**Activity**
From the listing below, pull out all lines with "curves" in them.

**Material for this task**
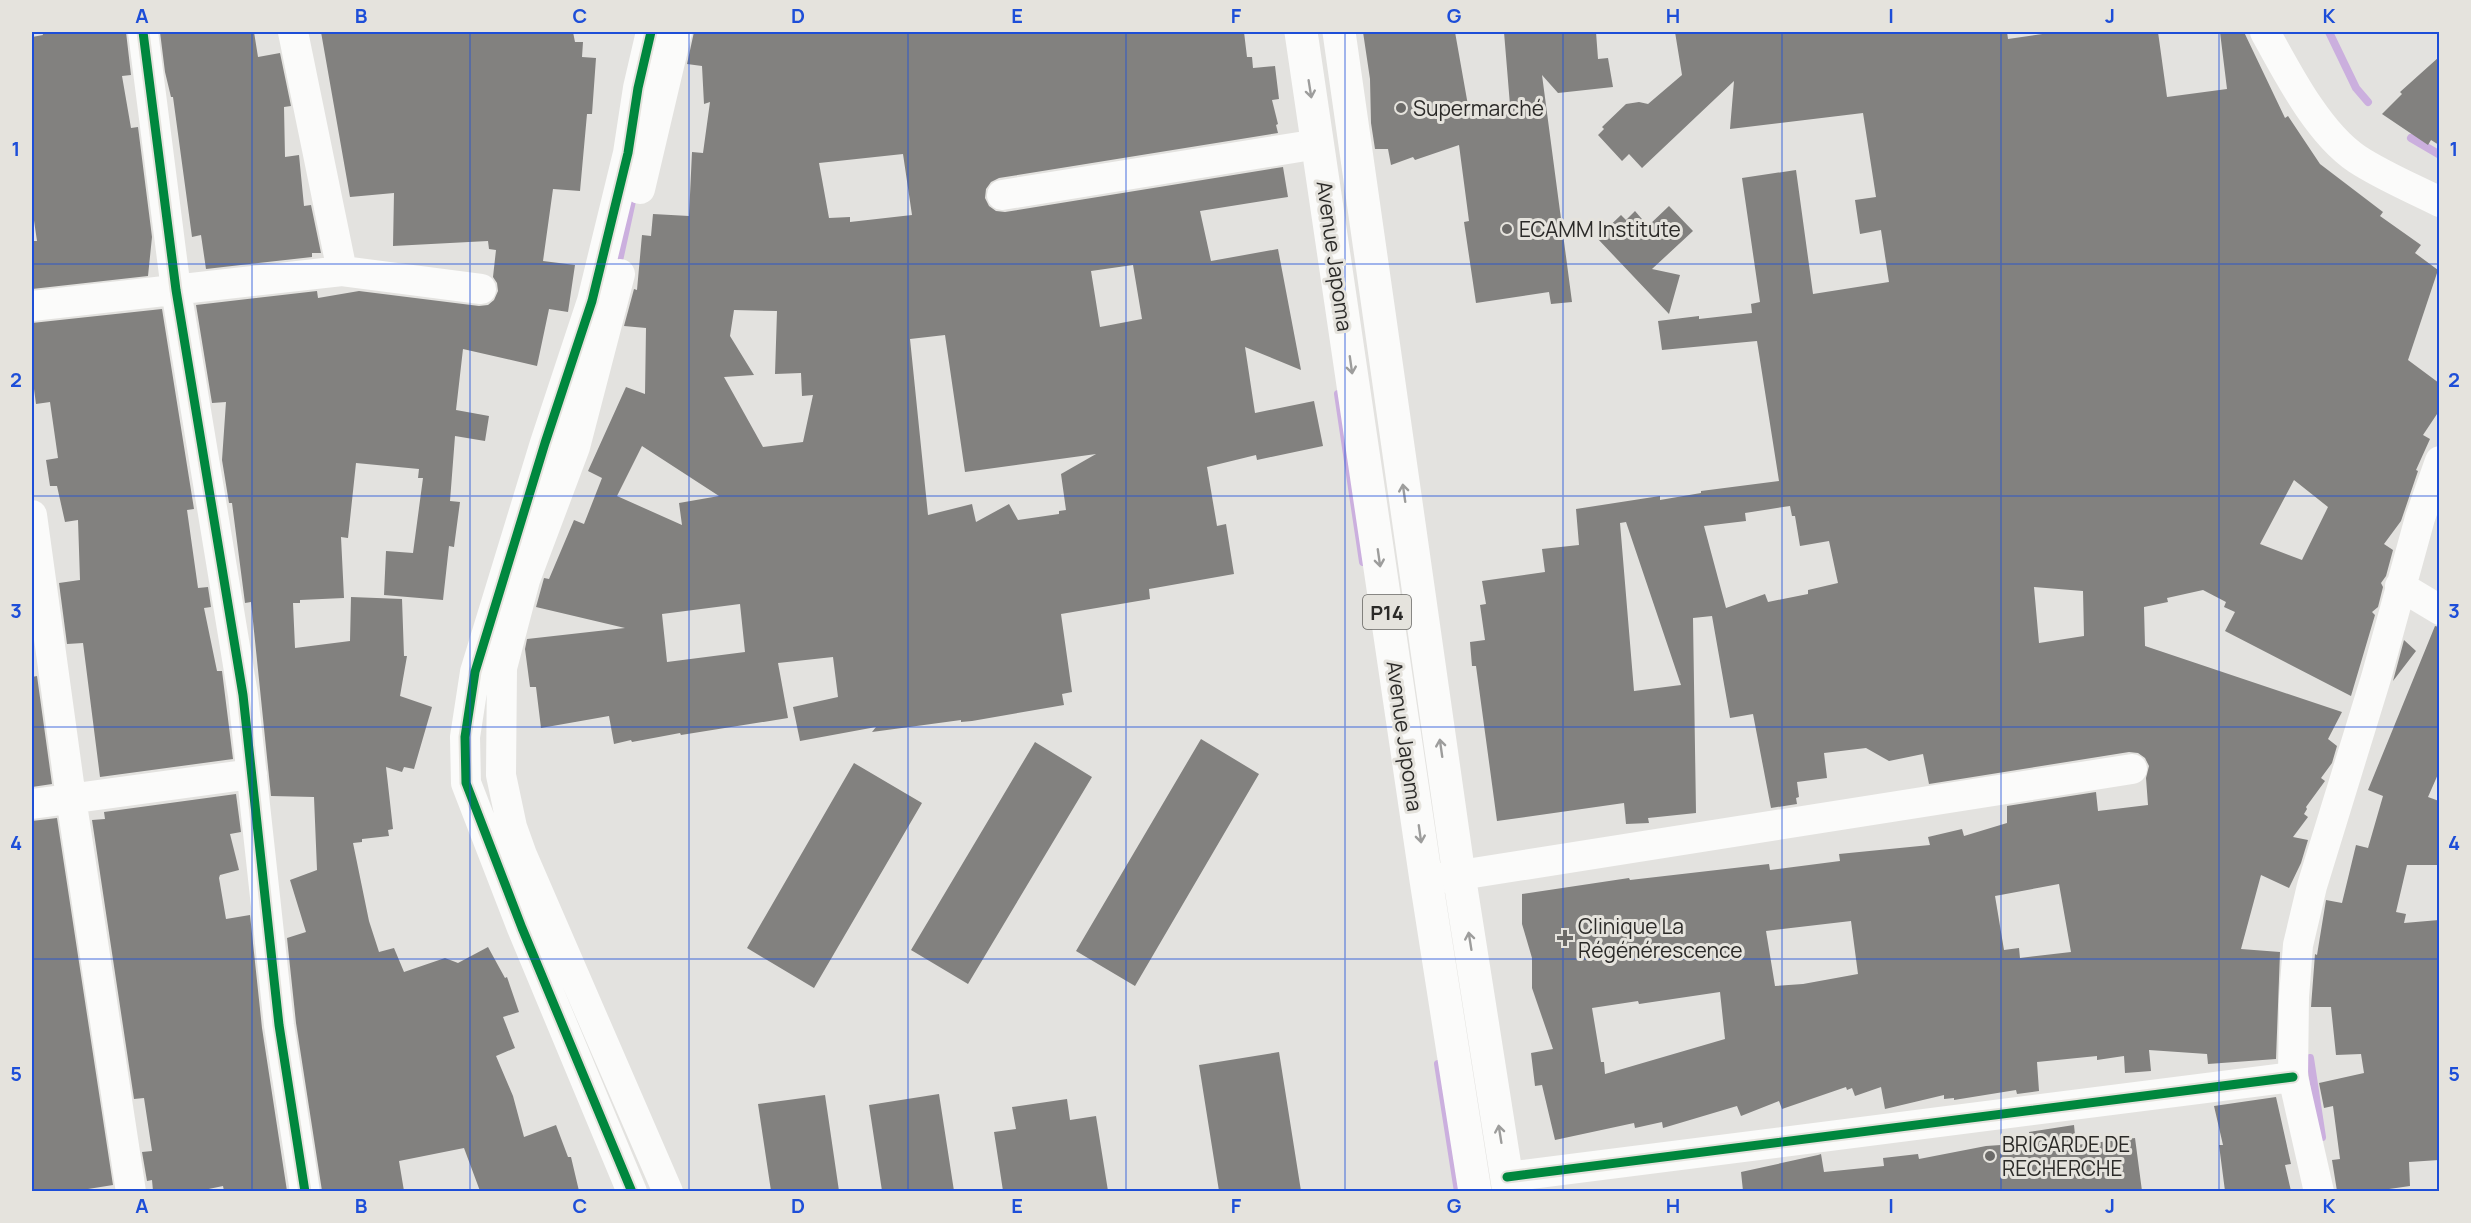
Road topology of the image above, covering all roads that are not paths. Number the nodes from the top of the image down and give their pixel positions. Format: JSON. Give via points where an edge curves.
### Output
* * *
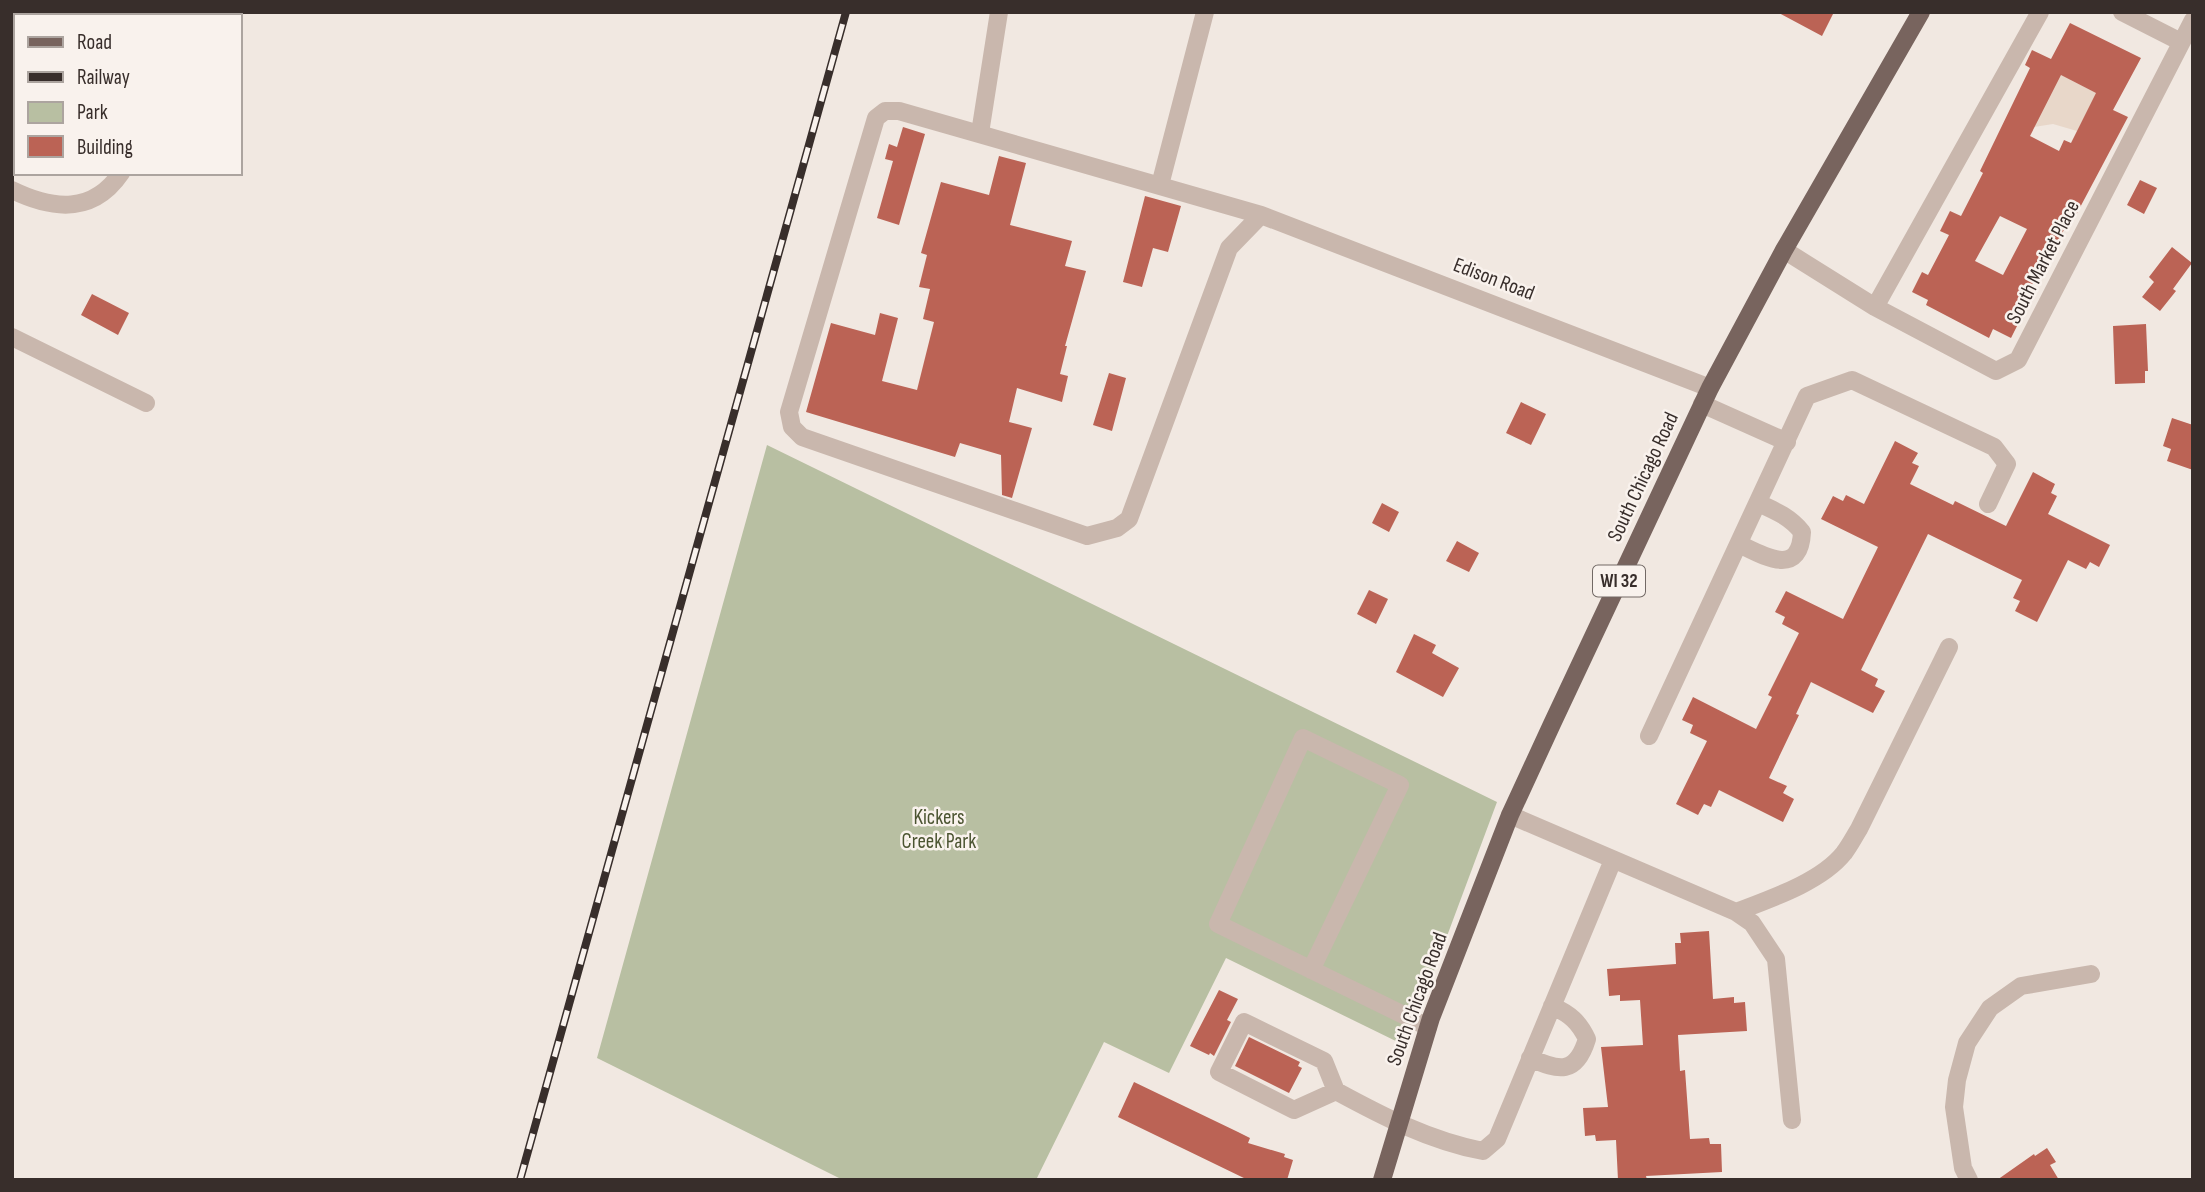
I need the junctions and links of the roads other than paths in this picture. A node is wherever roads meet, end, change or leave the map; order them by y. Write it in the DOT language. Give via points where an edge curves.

**Solution for this problem**
Road topology of the image above, covering all roads that are not paths. Number the nodes from the top of the image down and give their pixel positions. Format: JSON. Give via points where an edge curves.
I need the junctions and links of the roads other than paths in this picture. A node is wherever roads meet, end, change or leave the map; order them by y. Write it in the DOT language. Give via points where an edge curves.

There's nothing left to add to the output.